Ao contestar com firmeza a classificação de bandeira vermelha recebida pelo governo do Estado na última sexta-feira (13), a prefeitura de Porto Alegre chamou a atenção para características do sistema de distanciamento controlado que, no ponto de vista do município, precisariam ser revistas no futuro próximo da pandemia.
Na segunda-feira (16), o Palácio Piratini aceitou o recurso da prefeitura, e a Capital se manteve na bandeira laranja. Ainda assim, na opinião do secretário municipal de Saúde, Pablo Stürmer, o modelo requer ajustes que levem em conta a necessidade de conviver com o coronavírus no dia a dia.
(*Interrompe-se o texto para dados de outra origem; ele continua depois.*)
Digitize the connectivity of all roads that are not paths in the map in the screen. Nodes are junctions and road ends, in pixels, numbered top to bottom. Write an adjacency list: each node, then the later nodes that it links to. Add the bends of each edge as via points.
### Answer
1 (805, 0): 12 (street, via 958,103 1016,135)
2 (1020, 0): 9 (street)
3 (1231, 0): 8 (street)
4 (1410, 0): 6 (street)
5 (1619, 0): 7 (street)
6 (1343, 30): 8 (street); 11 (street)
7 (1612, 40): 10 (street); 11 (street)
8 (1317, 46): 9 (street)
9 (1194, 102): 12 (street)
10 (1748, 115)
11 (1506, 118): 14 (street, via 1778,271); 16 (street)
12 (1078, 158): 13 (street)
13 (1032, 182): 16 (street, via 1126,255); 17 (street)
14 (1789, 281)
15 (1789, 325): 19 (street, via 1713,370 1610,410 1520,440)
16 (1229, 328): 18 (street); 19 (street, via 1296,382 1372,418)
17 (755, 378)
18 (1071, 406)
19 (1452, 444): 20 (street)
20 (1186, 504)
Um deles diz respeito ao peso da disponibilidade de leitos de UTI para a covid-19.
— Passados oito meses, é preciso retomar outros atendimentos em meio ao combate à pandemia, o que é uma orientação da própria secretaria estadual. Então, não vou deixar leitos de UTI parados. Posso usá-los para recuperação de cirurgias. Se houver necessidade, cancelar novos procedimentos e mais uma vez mobilizar esses leitos para a covid-19.
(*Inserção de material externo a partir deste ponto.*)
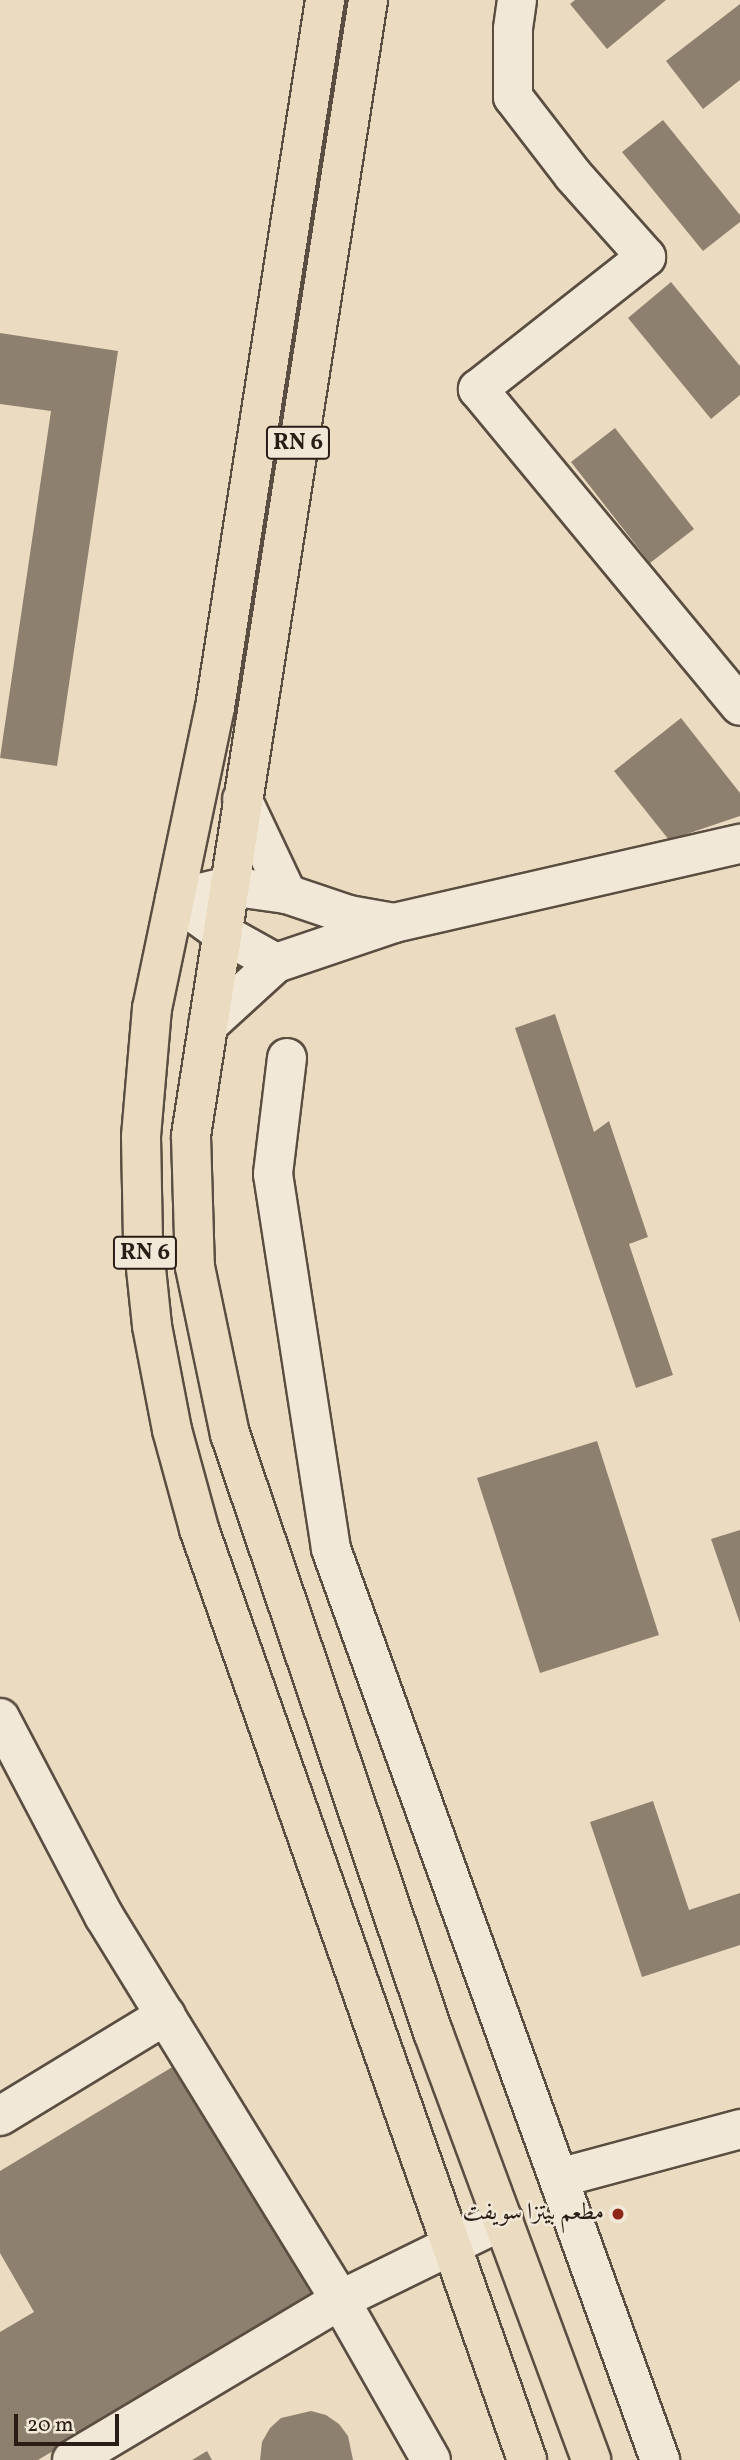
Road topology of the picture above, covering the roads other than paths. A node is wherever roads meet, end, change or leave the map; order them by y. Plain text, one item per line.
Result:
1 (325, 0) edge
2 (368, 0) edge
3 (517, 0) edge
4 (740, 706) edge
5 (242, 799) junction
6 (740, 844) edge
7 (229, 886) junction
8 (287, 894) junction
9 (175, 899) junction
10 (394, 923) junction
11 (222, 933) junction
12 (276, 963) junction
13 (208, 1025) junction
14 (287, 1058) dead end
15 (0, 1718) edge
16 (166, 2015) junction
17 (0, 2116) edge
18 (740, 2129) edge
19 (559, 2178) junction
20 (503, 2220) junction
21 (450, 2247) junction
22 (340, 2300) junction
23 (72, 2460) edge
24 (431, 2460) edge
25 (527, 2460) edge
26 (591, 2460) edge
27 (660, 2460) edge

1 - 9 main road, RN 6
2 - 5 main road, RN 6
3 - 4 street
5 - 7 main road, RN 6
5 - 8 street
6 - 10 street
7 - 8 street
7 - 9 street
7 - 11 main road, RN 6
8 - 10 street
9 - 11 street
9 - 21 main road, RN 6
10 - 12 street
11 - 12 street
11 - 13 main road, RN 6
12 - 13 street
13 - 20 main road, RN 6
14 - 19 street
15 - 16 street
16 - 17 street
16 - 22 street
18 - 19 street
19 - 27 street
20 - 21 street
20 - 26 main road, RN 6
21 - 22 street
21 - 25 main road, RN 6
22 - 23 street
22 - 24 street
O secretário compara o número de leitos de UTI à disposição para a covid-19 ao tamanho de uma pista para frenagem de um veículo. Se há uma forte aceleração, é preciso mais deles. Mas o indicador é menos fundamental se o veículo estiver a uma velocidade estável, como a atual fase da pandemia. Nesta terça-feira (17), três leitos covid foram reativados no Hospital de Clínicas a pedido da secretaria.
Outro apontamento diz respeito a um dos indicadores que mais pesa na classificação dos municípios, a chamada projeção de óbitos. O índice já foi elaborado em uma tentativa de otimizar a classificação com base nas mortes pela doença. Como a morte é um indicador tardio, o sistema elaborou um cálculo que projeta a quantidade de óbitos com base na ocupação das UTIs. Porém, para Stürmer, o indicador é pouco preciso.
— Fiz uma comparação entre a projeção e os óbitos que de fato aconteceram. Na última semana de outubro, ele projetou 13% a mais de óbitos. Na primeira de novembro, 16% a menos de óbitos. Já nessa última semana, quando recebemos a classificação preliminar de bandeira vermelha, o erro foi recorde: projetou 37% a mais de óbitos. Jogar uma moeda talvez fosse melhor — declara o secretário.
Também haveria um problema de precisão ao levar em conta os números de uma quinta-feira para a outra para o cálculo da ocupação das UTIs. Na última classificação, Porto Alegre acabou penalizada por um crescimento artificial, em razão de, na primeira data, ter ocorrido um esvaziamento atípico justamente na quinta-feira anterior. A prefeitura aponta que o ideal seria levar em conta a média das últimas semanas.
Critério
Embora faça críticas e apontamentos, a prefeitura salienta que não há contestação ao uso do modelo do distanciamento controlado como um todo. Ou rusgas com o governo do Estado.
— São problemas que vão surgir naturalmente quando se tenta aplicar um modelo único para mais de 400 municípios. Você vai acertar na média, mas sempre pode prejudicar quem está nos extremos. É o caso de Porto Alegre, que tem três vezes mais habitantes do que o segundo município mais populoso — aponta Stürmer.
Por esse raciocínio, o secretário entende que o modelo deveria, nesta fase da pandemia, mais sinalizar do que determinar restrições às prefeituras. Para tal, faz uso de mais uma analogia, tomada de empréstimo do prefeito Nelson Marchezan.
— O modelo deveria servir como uma bandeira sobre a casinha de salva-vidas. É uma sinalização, mas você não deve ser retirado da água só porque ela está vermelha se não estiver se comportando de forma arriscada. Cada município sabe da sua capacidade — compara.
Desde o início da pandemia, já foram sete ajustes no modelo elaborado pelo Piratini.